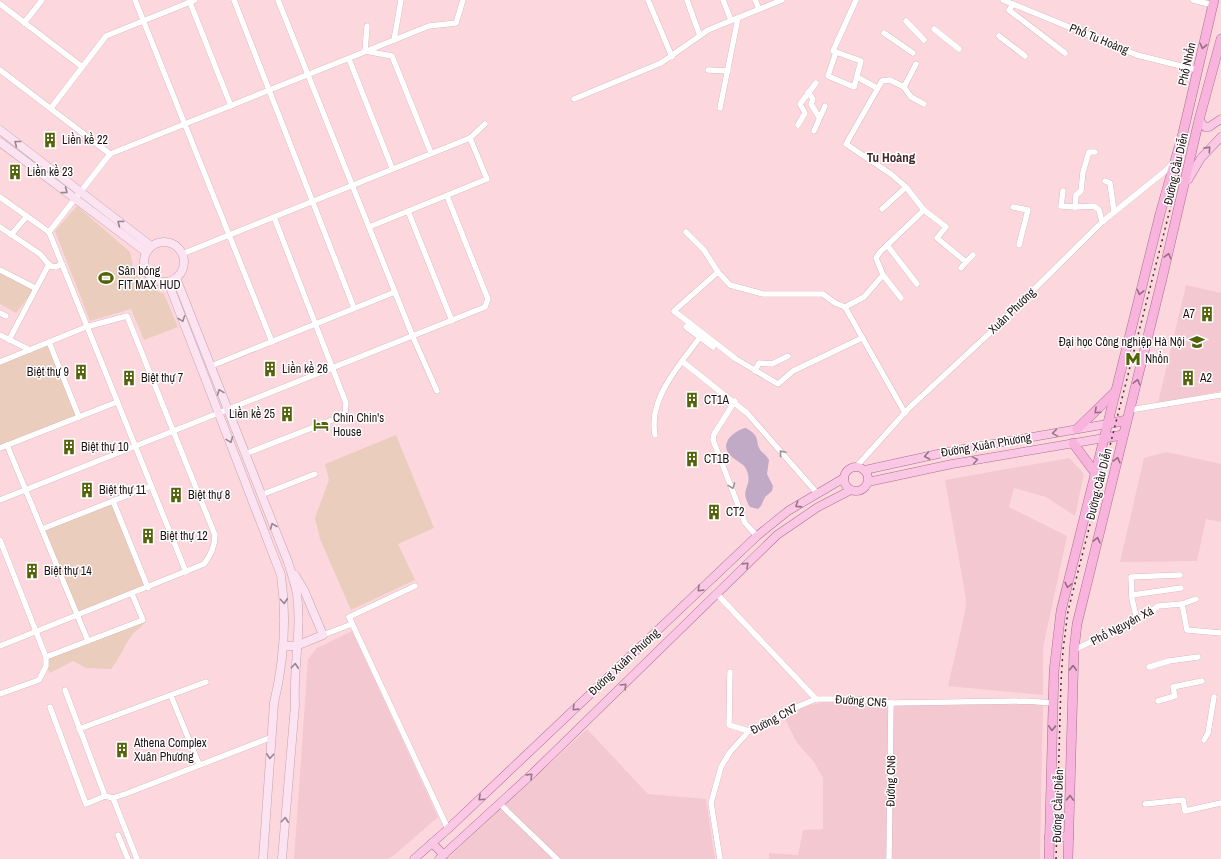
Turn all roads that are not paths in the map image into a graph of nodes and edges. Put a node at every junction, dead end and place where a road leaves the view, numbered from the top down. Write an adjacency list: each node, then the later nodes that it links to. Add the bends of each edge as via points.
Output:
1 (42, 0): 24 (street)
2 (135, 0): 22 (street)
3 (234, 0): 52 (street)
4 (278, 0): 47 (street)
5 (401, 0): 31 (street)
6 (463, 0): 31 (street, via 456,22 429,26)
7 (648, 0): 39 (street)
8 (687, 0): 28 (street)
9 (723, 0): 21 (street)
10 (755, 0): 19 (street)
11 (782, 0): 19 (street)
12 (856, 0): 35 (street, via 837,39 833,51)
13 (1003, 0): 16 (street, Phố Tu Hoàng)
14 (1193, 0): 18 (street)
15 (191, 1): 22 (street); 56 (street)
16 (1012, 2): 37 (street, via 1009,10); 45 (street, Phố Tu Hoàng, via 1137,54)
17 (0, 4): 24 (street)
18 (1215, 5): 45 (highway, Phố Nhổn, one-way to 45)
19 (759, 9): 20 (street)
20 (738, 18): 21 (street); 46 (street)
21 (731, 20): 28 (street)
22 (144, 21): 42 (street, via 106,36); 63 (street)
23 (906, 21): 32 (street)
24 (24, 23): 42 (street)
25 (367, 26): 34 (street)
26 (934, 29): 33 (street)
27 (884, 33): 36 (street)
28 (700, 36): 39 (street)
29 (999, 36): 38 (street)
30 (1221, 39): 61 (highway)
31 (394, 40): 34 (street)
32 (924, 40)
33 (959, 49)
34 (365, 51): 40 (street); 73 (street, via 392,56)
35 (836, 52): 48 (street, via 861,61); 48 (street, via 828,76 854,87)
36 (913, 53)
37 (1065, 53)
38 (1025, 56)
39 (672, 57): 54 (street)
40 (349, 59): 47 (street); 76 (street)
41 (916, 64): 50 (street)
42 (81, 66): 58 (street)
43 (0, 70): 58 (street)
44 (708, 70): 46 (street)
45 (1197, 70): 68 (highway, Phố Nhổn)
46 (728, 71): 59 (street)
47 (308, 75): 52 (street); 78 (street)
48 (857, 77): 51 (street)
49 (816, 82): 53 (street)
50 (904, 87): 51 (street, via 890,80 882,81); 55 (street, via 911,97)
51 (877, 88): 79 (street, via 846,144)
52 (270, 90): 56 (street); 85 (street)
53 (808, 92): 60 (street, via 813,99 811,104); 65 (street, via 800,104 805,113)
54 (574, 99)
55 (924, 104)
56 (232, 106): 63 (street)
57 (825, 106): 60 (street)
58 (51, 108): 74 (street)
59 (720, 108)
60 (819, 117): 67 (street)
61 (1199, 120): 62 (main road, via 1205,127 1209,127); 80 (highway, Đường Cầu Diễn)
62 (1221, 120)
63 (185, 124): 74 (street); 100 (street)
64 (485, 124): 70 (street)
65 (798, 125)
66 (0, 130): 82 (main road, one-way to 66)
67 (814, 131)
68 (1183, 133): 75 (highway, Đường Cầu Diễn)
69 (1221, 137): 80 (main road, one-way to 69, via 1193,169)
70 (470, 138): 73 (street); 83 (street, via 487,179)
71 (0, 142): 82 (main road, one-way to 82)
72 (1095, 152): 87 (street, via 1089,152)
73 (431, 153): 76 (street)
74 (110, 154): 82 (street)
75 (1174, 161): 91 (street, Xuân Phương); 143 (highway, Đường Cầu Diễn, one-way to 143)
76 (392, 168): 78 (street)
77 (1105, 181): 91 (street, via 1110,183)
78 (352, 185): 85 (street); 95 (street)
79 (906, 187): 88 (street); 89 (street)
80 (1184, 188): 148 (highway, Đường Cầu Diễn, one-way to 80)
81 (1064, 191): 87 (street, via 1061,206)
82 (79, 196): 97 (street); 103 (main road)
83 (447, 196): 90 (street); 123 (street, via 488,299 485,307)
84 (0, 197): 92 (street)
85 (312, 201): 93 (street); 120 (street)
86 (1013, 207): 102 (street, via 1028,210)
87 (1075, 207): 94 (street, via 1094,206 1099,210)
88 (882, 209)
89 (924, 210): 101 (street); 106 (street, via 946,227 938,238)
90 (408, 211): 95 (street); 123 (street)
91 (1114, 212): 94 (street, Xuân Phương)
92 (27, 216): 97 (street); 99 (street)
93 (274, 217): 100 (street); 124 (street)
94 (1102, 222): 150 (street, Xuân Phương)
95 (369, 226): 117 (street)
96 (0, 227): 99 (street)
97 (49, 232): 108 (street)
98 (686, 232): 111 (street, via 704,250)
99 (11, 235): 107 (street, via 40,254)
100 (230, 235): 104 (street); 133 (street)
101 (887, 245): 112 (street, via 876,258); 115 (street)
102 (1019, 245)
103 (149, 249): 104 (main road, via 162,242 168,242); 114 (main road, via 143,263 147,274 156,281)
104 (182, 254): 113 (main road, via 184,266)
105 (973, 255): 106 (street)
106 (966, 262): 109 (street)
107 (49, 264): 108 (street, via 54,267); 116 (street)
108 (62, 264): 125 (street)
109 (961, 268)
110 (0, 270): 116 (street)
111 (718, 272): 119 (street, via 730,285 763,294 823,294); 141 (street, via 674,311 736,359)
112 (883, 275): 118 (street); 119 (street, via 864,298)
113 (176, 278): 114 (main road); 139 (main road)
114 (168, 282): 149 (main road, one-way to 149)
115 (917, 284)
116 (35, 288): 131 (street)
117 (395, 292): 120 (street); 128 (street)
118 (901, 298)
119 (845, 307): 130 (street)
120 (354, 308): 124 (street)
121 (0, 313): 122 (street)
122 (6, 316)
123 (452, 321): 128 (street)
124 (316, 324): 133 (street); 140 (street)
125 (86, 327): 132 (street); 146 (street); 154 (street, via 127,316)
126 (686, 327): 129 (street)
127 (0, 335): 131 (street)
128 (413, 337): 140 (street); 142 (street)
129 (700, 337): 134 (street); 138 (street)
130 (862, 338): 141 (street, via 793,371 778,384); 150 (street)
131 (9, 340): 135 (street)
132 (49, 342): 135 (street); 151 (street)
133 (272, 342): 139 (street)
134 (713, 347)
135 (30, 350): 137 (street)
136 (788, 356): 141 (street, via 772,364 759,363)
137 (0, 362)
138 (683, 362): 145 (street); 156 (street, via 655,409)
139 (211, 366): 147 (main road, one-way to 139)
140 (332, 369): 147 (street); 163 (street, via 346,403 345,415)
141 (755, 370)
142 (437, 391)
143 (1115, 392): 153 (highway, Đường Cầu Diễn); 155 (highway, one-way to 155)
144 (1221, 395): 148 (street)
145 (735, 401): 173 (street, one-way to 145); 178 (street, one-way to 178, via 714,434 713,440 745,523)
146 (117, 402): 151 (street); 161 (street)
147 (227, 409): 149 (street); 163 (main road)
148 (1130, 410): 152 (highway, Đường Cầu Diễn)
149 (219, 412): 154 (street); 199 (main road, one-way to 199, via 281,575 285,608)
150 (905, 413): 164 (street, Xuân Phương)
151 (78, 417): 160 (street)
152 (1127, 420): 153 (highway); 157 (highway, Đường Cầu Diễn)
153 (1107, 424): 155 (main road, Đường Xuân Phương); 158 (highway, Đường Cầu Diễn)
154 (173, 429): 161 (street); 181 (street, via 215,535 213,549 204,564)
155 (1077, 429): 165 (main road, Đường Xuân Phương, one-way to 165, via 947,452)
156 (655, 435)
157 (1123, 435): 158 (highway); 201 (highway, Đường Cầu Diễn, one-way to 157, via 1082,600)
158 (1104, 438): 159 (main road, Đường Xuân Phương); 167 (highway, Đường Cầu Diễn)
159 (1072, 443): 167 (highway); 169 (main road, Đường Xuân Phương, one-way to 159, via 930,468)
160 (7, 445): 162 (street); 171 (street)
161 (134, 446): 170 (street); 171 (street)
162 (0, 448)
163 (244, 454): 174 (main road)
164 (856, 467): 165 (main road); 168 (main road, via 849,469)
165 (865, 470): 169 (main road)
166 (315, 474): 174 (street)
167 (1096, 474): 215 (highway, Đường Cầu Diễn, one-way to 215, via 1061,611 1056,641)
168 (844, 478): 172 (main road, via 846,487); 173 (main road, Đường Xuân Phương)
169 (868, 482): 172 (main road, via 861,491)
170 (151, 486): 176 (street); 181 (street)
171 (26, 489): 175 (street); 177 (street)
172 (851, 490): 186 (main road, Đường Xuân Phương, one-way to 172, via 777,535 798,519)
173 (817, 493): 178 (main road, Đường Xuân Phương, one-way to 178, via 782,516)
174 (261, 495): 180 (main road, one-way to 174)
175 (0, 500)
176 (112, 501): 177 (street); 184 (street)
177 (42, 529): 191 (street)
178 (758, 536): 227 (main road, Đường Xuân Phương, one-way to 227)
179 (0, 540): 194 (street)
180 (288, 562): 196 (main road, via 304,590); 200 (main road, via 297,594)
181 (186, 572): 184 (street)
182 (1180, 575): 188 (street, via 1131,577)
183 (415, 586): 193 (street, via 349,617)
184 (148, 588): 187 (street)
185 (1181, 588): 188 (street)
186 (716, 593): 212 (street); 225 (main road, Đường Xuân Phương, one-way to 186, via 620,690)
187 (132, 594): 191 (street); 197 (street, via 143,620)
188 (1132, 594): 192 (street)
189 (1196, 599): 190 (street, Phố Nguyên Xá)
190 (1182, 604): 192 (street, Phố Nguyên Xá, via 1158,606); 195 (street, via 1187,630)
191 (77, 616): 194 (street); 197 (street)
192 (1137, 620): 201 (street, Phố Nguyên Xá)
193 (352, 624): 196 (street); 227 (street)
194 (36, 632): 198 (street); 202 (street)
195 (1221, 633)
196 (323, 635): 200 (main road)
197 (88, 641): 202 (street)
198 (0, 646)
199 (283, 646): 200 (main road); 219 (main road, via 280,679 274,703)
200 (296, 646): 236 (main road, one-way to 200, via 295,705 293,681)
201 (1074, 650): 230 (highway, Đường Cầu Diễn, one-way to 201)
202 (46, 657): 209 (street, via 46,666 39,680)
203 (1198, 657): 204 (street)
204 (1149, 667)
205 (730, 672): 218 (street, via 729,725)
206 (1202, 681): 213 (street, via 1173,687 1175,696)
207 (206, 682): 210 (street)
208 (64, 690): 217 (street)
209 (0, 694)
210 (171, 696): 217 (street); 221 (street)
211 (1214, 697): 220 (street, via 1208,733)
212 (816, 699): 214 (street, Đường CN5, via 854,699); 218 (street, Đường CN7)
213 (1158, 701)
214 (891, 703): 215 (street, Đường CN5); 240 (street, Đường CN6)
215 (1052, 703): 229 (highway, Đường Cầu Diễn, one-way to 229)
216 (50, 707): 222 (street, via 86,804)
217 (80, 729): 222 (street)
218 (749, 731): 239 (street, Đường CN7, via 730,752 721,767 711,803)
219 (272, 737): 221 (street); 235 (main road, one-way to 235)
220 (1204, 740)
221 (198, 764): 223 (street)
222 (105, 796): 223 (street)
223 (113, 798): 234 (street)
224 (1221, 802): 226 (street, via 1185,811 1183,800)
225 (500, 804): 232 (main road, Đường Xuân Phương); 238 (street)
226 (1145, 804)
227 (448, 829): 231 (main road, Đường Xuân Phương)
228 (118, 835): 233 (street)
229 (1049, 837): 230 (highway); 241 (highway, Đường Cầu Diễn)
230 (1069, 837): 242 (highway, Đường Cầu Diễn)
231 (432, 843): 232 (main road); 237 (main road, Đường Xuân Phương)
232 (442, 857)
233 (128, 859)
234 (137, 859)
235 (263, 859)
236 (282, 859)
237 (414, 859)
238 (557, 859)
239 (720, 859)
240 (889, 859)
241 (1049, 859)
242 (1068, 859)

* **Problem to solve**
Pull every line containing the word "Nhổn" out of the material.

* **Exercise response**
18 (1215, 5): 45 (highway, Phố Nhổn, one-way to 45)
45 (1197, 70): 68 (highway, Phố Nhổn)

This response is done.